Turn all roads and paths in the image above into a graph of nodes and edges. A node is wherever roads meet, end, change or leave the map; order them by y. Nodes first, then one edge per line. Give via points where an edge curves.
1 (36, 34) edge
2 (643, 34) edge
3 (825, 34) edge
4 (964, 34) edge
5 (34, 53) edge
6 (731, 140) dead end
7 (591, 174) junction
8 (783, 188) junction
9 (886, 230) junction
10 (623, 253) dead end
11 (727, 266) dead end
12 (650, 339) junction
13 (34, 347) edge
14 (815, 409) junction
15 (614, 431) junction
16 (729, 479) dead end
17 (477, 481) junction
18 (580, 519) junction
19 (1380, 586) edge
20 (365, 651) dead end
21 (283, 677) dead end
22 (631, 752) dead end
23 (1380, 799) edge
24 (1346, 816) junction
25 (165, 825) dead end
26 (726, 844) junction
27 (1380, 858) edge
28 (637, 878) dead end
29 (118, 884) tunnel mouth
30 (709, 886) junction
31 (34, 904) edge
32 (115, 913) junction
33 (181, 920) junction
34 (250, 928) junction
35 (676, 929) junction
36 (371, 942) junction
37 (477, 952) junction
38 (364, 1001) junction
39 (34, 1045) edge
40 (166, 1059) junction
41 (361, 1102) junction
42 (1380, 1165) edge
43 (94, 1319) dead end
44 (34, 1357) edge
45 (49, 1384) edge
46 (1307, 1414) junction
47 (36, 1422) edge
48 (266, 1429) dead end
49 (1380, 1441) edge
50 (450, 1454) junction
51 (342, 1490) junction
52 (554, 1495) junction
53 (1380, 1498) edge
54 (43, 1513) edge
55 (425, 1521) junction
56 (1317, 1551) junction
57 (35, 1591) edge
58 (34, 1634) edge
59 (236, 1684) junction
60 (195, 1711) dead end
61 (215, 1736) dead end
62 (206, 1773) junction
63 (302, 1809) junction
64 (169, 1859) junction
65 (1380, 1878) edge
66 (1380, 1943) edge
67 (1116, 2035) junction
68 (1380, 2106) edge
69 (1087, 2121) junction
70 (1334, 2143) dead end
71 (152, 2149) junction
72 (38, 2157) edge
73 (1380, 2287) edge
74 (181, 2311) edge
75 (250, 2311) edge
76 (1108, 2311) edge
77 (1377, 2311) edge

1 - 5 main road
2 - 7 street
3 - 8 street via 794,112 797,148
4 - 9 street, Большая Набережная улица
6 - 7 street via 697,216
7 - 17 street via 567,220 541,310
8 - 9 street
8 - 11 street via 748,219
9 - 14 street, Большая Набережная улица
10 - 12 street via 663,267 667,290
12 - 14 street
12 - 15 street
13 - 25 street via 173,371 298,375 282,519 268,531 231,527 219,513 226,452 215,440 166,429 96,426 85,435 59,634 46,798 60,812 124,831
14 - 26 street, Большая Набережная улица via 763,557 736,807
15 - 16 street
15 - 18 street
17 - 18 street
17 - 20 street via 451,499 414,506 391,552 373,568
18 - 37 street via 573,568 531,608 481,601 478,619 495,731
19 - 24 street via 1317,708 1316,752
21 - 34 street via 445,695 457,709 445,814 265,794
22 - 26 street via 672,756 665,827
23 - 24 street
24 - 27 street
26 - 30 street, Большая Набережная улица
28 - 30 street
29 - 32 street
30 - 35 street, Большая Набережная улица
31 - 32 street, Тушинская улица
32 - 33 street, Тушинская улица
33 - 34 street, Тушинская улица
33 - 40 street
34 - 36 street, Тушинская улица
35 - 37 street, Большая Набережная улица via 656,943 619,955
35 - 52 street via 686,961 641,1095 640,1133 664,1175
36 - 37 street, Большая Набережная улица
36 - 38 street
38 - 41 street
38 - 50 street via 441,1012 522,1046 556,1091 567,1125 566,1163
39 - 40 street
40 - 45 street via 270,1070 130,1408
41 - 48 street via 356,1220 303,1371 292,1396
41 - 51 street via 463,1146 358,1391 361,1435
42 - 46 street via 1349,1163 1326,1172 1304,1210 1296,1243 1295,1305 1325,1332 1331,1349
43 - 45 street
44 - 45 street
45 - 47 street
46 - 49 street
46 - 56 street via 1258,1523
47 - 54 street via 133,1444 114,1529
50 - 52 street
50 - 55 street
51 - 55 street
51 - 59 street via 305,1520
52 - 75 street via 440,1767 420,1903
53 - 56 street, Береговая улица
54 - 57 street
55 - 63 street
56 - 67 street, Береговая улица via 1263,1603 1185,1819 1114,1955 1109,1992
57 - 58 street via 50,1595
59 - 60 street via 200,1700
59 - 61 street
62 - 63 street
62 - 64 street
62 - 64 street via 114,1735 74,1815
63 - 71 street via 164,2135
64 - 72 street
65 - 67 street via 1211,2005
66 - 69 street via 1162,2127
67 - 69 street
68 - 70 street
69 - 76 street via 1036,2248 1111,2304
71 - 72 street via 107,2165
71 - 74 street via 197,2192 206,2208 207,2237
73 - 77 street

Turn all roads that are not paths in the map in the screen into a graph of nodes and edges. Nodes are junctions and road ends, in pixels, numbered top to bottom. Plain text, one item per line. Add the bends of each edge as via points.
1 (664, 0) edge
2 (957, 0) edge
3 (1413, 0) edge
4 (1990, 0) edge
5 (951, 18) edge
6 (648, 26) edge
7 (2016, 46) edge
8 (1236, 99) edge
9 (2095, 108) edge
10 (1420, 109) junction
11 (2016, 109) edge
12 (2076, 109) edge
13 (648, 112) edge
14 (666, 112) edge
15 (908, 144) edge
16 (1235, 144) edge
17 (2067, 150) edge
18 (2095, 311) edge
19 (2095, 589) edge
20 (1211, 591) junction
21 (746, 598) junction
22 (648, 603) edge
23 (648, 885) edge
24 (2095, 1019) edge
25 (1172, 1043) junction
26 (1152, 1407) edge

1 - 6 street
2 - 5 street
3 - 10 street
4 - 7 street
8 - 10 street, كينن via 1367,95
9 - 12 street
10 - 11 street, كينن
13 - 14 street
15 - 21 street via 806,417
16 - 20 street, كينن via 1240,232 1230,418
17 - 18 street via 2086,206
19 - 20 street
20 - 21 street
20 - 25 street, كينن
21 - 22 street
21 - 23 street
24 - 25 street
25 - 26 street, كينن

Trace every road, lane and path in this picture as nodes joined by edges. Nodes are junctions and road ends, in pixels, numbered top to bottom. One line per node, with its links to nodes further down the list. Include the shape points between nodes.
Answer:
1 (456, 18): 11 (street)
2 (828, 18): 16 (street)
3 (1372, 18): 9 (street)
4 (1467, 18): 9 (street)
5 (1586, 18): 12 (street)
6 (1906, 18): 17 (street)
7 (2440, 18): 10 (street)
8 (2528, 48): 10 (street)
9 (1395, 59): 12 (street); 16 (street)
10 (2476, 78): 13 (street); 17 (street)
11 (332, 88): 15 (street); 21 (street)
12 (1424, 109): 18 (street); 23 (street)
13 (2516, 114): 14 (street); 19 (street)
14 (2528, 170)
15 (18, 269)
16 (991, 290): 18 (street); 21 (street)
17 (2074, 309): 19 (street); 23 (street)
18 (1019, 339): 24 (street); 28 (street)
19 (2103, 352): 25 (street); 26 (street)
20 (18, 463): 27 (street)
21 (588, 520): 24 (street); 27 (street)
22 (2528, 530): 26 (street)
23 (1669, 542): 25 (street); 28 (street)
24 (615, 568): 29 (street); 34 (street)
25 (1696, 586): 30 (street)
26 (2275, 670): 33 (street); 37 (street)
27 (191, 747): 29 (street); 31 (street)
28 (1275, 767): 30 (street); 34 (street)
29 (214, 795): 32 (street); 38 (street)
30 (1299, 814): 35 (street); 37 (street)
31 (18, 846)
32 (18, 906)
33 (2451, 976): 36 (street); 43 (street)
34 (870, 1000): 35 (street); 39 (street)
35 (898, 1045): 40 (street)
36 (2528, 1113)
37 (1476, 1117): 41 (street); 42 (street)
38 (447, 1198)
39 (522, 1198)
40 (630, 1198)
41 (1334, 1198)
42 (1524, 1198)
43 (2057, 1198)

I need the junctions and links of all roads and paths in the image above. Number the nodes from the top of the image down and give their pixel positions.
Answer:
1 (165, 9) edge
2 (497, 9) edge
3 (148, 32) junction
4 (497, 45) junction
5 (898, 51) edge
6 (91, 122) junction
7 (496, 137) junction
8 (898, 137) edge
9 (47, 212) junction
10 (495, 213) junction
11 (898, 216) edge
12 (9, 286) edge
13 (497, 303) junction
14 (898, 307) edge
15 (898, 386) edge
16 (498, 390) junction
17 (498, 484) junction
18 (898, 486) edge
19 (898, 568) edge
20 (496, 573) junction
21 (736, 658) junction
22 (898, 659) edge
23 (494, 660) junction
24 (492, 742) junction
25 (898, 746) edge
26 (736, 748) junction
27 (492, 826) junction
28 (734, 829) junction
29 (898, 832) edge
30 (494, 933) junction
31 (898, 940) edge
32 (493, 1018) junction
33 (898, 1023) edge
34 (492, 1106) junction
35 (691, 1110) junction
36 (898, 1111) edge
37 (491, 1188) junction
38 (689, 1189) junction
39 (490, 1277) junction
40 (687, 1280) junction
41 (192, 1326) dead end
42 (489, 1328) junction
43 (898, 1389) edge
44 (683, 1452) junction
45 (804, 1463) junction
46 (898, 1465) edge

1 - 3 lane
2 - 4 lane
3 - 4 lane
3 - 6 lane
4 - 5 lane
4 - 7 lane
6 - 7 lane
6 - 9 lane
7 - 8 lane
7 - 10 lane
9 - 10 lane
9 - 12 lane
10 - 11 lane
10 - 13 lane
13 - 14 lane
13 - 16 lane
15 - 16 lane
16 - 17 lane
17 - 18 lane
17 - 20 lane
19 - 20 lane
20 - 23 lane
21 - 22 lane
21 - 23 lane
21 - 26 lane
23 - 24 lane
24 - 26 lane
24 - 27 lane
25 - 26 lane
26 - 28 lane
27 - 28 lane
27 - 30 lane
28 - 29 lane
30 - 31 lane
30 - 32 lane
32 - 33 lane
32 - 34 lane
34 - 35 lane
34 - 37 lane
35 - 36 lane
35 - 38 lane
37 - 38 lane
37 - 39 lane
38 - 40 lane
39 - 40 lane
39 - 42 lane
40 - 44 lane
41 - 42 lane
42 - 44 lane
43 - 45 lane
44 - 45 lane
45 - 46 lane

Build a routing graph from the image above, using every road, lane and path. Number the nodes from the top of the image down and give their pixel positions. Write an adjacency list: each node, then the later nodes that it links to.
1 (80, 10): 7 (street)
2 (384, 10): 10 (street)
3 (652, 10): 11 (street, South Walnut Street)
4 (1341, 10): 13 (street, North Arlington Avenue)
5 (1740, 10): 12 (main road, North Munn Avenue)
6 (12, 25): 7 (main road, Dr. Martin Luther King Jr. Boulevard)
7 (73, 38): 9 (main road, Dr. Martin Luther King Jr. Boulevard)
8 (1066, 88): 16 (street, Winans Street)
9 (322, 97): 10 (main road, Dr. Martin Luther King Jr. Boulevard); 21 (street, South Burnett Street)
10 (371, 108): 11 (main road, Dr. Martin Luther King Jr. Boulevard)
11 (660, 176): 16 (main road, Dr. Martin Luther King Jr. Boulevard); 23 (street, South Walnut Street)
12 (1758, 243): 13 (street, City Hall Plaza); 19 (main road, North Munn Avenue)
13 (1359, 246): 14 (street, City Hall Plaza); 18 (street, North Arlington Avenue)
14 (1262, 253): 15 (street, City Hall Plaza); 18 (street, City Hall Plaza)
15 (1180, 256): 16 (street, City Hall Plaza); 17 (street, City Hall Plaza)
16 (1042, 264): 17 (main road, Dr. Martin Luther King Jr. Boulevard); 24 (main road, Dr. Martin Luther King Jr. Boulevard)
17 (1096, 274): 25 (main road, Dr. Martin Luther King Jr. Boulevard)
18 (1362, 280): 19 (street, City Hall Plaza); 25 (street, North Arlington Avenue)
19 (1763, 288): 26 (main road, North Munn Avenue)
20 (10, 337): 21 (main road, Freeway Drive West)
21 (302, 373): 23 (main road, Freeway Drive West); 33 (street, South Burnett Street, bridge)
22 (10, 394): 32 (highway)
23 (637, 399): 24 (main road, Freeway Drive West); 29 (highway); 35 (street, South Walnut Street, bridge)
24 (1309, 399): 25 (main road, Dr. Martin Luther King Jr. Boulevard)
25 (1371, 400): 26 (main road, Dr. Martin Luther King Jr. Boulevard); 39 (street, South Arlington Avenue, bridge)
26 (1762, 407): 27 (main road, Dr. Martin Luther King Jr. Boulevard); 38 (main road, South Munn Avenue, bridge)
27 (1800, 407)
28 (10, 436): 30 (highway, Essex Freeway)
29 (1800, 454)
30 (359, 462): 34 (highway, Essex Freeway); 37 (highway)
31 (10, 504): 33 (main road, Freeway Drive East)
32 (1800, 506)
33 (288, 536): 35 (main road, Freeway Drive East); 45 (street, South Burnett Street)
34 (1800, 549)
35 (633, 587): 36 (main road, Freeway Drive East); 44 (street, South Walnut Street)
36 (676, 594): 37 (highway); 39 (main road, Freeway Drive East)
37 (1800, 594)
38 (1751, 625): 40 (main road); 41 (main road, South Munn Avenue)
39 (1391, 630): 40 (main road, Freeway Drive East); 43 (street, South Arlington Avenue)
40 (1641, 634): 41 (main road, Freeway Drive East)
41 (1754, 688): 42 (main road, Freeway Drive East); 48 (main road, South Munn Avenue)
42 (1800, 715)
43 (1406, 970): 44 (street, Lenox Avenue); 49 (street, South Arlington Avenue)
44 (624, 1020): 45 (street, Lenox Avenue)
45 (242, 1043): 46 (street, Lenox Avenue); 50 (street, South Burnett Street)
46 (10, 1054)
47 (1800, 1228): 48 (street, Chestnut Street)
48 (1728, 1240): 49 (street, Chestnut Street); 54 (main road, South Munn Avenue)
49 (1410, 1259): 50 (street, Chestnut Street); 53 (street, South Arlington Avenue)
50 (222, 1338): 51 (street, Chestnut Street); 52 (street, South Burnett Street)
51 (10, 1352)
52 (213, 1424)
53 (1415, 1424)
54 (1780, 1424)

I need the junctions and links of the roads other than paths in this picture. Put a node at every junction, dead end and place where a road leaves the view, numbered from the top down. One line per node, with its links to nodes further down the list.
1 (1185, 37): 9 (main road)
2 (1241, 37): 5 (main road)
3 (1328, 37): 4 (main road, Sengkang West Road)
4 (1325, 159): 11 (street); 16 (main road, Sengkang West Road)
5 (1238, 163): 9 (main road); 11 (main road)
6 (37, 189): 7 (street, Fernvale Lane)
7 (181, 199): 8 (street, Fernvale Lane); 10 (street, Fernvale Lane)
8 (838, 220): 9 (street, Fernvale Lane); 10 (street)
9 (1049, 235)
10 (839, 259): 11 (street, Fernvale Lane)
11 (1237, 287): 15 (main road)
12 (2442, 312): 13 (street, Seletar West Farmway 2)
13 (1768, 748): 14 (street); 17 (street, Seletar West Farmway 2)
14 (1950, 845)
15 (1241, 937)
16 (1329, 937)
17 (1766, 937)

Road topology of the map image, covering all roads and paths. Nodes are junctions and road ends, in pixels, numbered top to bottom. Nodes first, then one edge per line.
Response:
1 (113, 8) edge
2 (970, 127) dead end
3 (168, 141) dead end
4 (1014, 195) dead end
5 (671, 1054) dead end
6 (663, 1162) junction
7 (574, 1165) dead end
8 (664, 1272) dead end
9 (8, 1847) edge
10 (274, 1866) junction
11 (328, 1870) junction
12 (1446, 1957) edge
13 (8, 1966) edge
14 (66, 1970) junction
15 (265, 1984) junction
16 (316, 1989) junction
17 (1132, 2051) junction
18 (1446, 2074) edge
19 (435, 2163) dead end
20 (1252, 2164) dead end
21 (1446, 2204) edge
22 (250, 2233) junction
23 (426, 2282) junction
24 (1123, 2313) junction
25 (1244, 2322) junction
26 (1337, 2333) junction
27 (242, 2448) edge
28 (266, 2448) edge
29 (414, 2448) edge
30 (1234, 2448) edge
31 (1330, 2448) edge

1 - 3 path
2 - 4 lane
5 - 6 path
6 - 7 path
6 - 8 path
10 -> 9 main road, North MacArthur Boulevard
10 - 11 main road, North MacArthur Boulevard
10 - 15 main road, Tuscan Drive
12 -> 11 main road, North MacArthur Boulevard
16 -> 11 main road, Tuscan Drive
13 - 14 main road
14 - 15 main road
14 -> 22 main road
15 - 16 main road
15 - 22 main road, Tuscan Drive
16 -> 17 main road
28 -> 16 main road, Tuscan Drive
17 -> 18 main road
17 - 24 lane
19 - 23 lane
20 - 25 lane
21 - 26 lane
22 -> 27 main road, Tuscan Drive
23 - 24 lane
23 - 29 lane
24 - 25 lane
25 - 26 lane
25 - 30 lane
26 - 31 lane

EXERCISE INSTRUCTIONS: Which lines above contain the word "كينن"? Copy all of them.

REPLY TO THE EXERCISE:
8 - 10 street, كينن via 1367,95
10 - 11 street, كينن
16 - 20 street, كينن via 1240,232 1230,418
20 - 25 street, كينن
25 - 26 street, كينن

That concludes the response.